Tuesday 3rd October 2017, the aero-engine maker Safran is celebrating the success of the first ground tests of the Open Rotor demonstrator engine on its Istres site. Within air base 125, the tests that began in May will continue for a number of months on the brand new open-air test rig belonging to its subsidiary Safran Aircraft Engines. This 15 million euro facility is unique in Europe. Rivaling the best facilities worldwide, its aim is to develop new-generation engines, which are more fuel-efficient and, therefore, more environmentally friendly.
After 16 months work, the Safran Group’s 2nd open-air test rig on its Istres site has recently become operational. The 80,000m2 facility, designed to be able to test large and complex aircraft engines under near-actual conditions is unique in Europe. 45 operators are working within a 660 m2 control systems building, closely monitoring 1,200 measurement lines via a data acquisition system.

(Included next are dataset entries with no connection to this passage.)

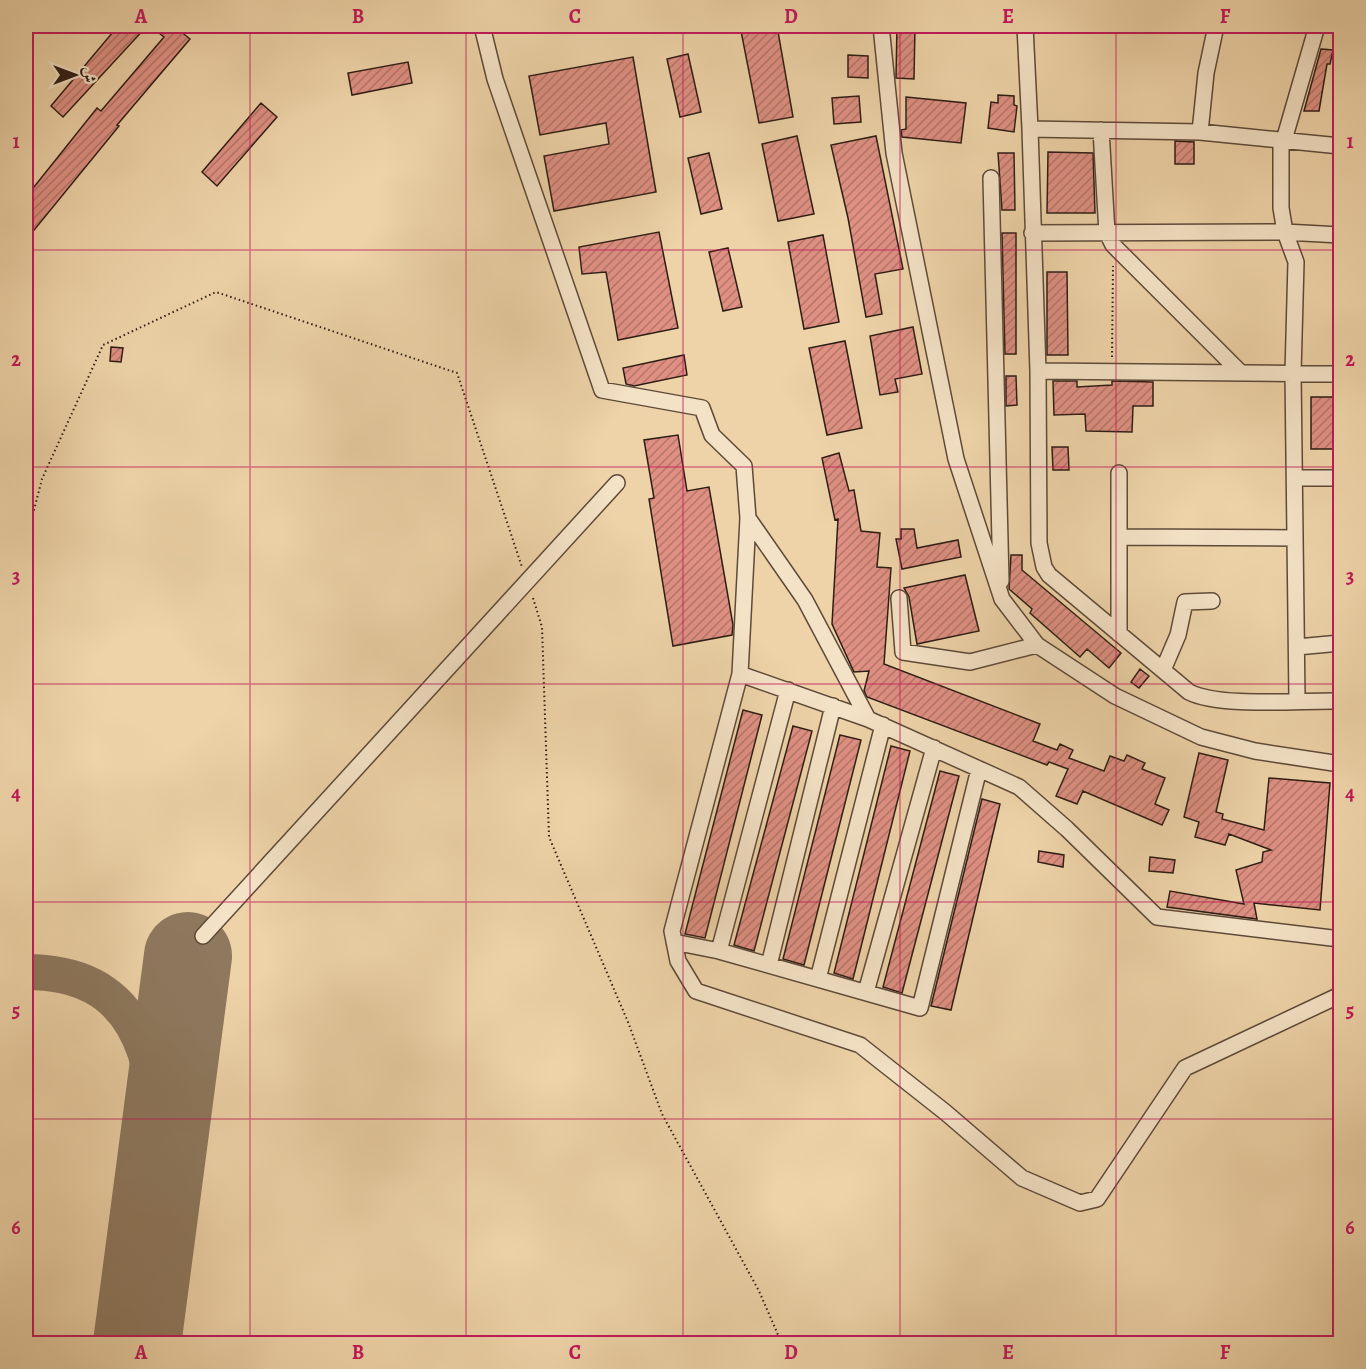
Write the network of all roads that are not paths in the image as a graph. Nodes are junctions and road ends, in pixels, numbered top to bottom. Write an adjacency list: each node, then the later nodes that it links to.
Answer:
1 (482, 26): 24 (street)
2 (881, 26): 28 (street)
3 (1025, 26): 6 (street)
4 (1216, 26): 8 (street)
5 (1317, 26): 9 (street)
6 (1030, 129): 7 (street); 13 (street)
7 (1101, 130): 8 (street); 15 (street)
8 (1200, 132): 9 (street)
9 (1282, 140): 10 (street); 12 (street)
10 (1341, 146)
11 (991, 178): 28 (street)
12 (1285, 232): 14 (street); 15 (street); 18 (street)
13 (1032, 233): 15 (street); 16 (street)
14 (1341, 235)
15 (1110, 239): 17 (street)
16 (1038, 371): 17 (street); 30 (street)
17 (1241, 373): 18 (street)
18 (1293, 373): 19 (street); 21 (street)
19 (1341, 374)
20 (1119, 474): 25 (street)
21 (1295, 478): 22 (street); 26 (street)
22 (1341, 478)
23 (617, 483): 45 (street)
24 (748, 518): 35 (street); 40 (street)
25 (1120, 537): 26 (street); 30 (street)
26 (1294, 538): 33 (street)
27 (899, 598): 32 (street)
28 (1002, 599): 32 (street)
29 (1212, 601): 34 (street)
30 (1119, 634): 34 (street)
31 (1341, 643): 33 (street)
32 (1037, 645): 43 (street)
33 (1297, 647): 37 (street)
34 (1163, 670): 37 (street)
35 (740, 674): 36 (street); 47 (street)
36 (788, 690): 39 (street); 48 (street)
37 (1297, 700): 38 (street)
38 (1341, 701)
39 (833, 706): 40 (street); 49 (street)
40 (868, 718): 41 (street)
41 (883, 725): 42 (street); 50 (street)
42 (934, 748): 44 (street); 51 (street)
43 (1341, 764)
44 (979, 769): 46 (street); 51 (street)
45 (203, 936)
46 (1341, 939)
47 (674, 942): 48 (street); 52 (street)
48 (719, 951): 49 (street)
49 (769, 965): 50 (street)
50 (818, 979): 51 (street)
51 (866, 992)
52 (1341, 995)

It has benefited from investment of 15 million euros within the framework of the European Clean Sky program – an ambitious environmental protection program. The series of tests for the new Open Rotor demonstrator, the result of 10 years development work, will last until the end of 2017.
The Open Rotor, a revolutionary architecture
The Open Rotor tests are intended to experiment a new propulsion system, which is tailored to the future needs of aircraft manufacturers in terms of rationalizing costs and environmental targets. With its turbine driving two banks of counter-rotating, unshrouded fans, its conventional gas generator and a system in the tail of the fuselage, the Open Rotor represents a key research area, which represents a break from the architecture of current engines. The incorporation of innovative technologies, such as the use of 3D composite materials, including woven carbon for the blades, offers amazing opportunities for improving industrial performance: robustness, production time savings and an overall reduction in the weight of aircraft, thereby contributing to a significant decrease in fuel consumption.

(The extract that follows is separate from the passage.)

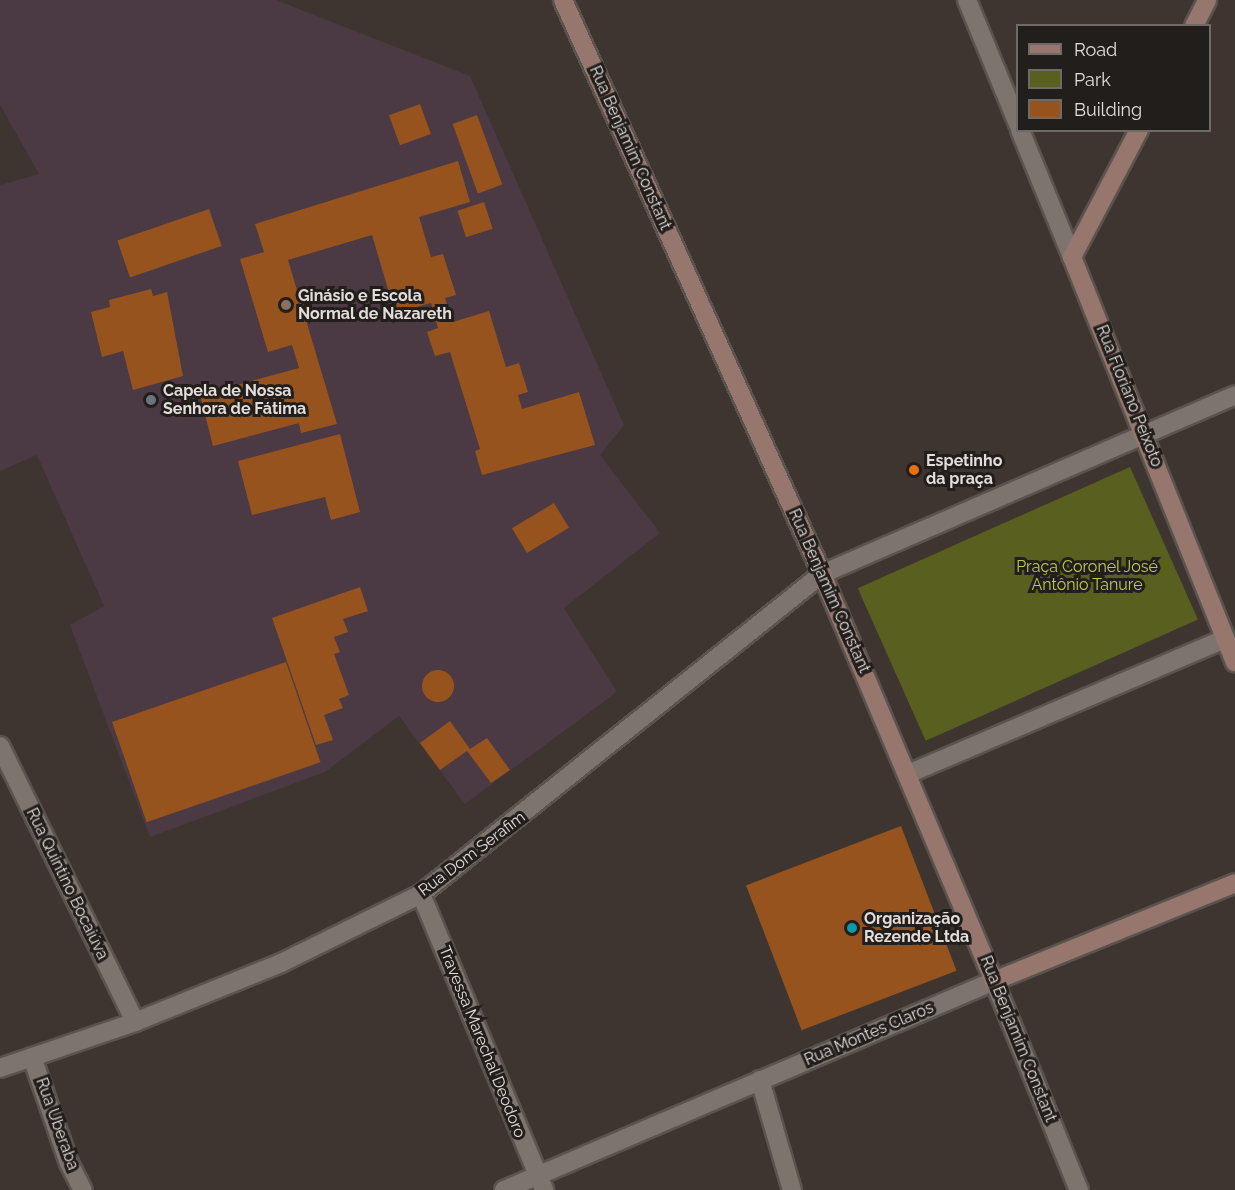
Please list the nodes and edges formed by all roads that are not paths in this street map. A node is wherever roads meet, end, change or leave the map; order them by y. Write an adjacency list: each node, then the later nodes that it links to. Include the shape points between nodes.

Shared goals for the future
Creating the engine of the future, which is able to respond to environmental challenges, is the goal that Safran is aiming to achieve by 2030. Bolstered by close cooperation with more than 50 partners, the Open Rotor has benefited from 65 million euros in European Commission funding over a period of eight years. Within the framework of Clean Sky, one of the largest European aeronautical research programs, 600 entities from the public and private sectors have shared their expertise with the aim of decreasing the emission of pollutants into the atmosphere (Co2 and Nox) and reducing noise. Extended until 2020, Clean Sky 2 will enable Safran to continue its work. A commitment supported by the ACARE (Advisory Council for Aviation Research and Innovation in Europe), which is aiming for 50% less CO2, 80% less Nox and 50% less noise pollution by 2020.
Choosing a location
Safran needed to choose a location for the Open Rotor test and investment in its test rig. The diverse range of major ongoing industrial and structural projects within the Aix-Marseille Provence metropolis was a decisive factor. The significant technical expertise being developed there enabled the needs relating to construction and the success of this project to be met, which resulted in the creation of 45 direct jobs on the Istres site. The Aix-Marseille Provence metropolis is thereby contributing to the growth of this international group, a first-tier supplier of systems and equipment for the aeronautics, space and defense industries. Conversely, this equipment, which lies at the heart of the Safran Group’s innovation strategy, now offers the region the opportunity to penetrate the civil aviation market of the future. Safran has also already developed partnerships with local businesses, schools and structural projects, such as the Henri-Fabre project.